WHAT NEEDS TO BE DONE
This exercise asks for a copy of each line in the records below with the word "lane" in it.

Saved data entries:
=======
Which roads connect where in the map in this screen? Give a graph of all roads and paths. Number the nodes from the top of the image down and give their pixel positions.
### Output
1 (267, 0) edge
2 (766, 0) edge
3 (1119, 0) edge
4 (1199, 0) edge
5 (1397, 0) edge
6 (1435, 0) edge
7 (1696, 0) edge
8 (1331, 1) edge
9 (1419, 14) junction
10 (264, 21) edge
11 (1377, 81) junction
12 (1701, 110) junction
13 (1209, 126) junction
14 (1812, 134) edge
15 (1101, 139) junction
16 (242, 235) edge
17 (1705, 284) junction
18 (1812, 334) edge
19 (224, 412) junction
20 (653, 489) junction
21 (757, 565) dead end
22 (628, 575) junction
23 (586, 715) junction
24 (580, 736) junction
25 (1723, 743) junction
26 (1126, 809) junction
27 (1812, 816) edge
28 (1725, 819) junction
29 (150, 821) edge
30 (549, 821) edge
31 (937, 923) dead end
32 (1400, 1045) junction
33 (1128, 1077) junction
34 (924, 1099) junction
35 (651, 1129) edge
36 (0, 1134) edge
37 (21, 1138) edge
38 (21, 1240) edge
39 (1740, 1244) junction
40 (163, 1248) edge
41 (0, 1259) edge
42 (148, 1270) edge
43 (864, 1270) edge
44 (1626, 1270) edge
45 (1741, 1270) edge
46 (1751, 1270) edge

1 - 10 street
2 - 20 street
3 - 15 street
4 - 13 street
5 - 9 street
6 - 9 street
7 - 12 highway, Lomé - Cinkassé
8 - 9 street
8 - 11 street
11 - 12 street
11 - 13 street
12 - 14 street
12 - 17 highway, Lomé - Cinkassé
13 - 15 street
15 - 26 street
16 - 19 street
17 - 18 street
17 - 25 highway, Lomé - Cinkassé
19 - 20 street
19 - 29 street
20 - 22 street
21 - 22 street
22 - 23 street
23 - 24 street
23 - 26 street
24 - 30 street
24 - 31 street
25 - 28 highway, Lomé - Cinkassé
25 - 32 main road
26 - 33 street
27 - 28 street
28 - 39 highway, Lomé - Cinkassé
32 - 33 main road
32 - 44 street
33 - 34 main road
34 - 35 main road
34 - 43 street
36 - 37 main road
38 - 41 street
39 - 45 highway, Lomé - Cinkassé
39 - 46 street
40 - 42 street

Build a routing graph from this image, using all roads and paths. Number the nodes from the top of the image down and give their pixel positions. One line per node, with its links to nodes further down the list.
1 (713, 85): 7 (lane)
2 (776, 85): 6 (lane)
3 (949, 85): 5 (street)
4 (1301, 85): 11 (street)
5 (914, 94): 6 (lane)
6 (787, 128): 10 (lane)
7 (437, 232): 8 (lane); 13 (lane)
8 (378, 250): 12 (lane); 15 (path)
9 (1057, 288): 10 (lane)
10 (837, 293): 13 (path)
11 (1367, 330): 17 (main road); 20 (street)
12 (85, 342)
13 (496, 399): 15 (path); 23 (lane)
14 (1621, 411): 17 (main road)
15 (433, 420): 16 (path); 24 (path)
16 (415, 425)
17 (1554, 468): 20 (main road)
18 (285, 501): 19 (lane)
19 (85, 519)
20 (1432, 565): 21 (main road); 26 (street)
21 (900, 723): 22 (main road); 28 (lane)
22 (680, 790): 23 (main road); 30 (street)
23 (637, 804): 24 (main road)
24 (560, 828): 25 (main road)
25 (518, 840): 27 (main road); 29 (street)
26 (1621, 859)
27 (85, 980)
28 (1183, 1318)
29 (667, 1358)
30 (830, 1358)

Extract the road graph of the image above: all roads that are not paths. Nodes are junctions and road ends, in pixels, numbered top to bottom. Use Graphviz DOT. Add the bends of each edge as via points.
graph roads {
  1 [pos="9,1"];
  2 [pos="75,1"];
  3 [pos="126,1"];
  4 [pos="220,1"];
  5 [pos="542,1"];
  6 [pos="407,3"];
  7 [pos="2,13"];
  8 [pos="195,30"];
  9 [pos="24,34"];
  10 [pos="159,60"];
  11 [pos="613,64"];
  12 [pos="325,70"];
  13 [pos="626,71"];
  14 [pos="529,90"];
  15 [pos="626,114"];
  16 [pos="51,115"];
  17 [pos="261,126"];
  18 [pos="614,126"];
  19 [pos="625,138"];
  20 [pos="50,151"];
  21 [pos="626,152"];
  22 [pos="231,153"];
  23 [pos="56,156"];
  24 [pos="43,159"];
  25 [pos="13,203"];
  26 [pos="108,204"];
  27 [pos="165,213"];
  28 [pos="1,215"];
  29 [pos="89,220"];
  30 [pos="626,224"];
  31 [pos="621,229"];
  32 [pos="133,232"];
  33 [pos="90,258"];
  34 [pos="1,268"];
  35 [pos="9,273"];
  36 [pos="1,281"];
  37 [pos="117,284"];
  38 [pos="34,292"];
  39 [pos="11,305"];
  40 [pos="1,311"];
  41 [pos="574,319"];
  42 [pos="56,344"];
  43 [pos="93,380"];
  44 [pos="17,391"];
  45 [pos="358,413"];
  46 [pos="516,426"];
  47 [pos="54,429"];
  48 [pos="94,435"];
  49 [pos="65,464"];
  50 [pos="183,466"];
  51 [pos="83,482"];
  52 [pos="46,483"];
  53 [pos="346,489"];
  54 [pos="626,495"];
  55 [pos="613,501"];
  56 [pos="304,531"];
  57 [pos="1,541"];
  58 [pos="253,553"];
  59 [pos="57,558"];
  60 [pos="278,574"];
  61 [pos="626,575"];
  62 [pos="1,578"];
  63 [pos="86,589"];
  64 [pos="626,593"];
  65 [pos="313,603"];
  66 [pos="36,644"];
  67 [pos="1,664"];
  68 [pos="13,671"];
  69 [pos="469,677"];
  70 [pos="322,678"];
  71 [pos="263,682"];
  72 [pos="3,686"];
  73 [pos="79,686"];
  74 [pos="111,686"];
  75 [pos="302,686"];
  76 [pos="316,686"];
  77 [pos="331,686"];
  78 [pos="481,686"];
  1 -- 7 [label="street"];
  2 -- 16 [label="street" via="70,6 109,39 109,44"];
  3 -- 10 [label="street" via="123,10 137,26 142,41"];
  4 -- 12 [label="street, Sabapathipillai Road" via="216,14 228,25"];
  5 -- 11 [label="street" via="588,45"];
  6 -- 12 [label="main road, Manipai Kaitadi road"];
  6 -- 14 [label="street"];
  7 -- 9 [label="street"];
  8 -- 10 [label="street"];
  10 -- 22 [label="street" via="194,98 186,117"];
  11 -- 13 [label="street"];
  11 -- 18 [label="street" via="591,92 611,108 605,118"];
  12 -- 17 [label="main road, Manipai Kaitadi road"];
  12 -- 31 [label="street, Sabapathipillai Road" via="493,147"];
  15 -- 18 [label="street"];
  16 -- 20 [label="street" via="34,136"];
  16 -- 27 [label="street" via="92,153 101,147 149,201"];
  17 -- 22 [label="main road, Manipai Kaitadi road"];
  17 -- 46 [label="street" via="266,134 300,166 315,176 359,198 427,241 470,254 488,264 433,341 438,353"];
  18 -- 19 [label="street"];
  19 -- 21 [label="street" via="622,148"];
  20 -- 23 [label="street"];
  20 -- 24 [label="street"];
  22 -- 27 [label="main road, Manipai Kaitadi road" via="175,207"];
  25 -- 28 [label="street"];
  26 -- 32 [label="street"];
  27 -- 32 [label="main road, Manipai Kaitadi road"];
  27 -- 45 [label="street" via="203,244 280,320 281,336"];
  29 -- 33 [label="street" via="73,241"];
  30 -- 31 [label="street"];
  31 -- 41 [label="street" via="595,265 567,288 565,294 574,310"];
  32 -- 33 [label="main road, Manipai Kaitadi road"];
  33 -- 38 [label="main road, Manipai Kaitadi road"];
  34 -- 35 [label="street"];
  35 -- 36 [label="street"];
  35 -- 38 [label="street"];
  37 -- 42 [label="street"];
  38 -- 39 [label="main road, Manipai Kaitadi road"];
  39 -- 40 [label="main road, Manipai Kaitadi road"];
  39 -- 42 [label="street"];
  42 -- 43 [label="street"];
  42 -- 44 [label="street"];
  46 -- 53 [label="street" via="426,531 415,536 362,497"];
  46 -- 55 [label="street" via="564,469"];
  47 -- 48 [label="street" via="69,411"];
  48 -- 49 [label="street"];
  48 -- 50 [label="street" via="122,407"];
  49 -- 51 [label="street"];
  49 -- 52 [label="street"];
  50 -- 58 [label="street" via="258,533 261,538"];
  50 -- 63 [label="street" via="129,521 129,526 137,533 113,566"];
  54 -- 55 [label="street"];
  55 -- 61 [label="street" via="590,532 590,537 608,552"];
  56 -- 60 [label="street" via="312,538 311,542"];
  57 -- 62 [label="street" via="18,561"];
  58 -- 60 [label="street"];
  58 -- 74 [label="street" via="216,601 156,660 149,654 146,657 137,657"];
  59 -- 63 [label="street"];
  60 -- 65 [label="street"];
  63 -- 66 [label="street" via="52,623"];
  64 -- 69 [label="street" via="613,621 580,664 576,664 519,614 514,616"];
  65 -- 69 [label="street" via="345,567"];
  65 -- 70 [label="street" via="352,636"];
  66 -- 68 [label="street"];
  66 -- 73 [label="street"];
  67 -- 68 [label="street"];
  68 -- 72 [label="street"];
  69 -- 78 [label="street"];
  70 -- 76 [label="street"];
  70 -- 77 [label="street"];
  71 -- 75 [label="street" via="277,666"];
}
=======
RESULT FOR THIS EXERCISE
1 (713, 85): 7 (lane)
2 (776, 85): 6 (lane)
5 (914, 94): 6 (lane)
6 (787, 128): 10 (lane)
7 (437, 232): 8 (lane); 13 (lane)
8 (378, 250): 12 (lane); 15 (path)
9 (1057, 288): 10 (lane)
13 (496, 399): 15 (path); 23 (lane)
18 (285, 501): 19 (lane)
21 (900, 723): 22 (main road); 28 (lane)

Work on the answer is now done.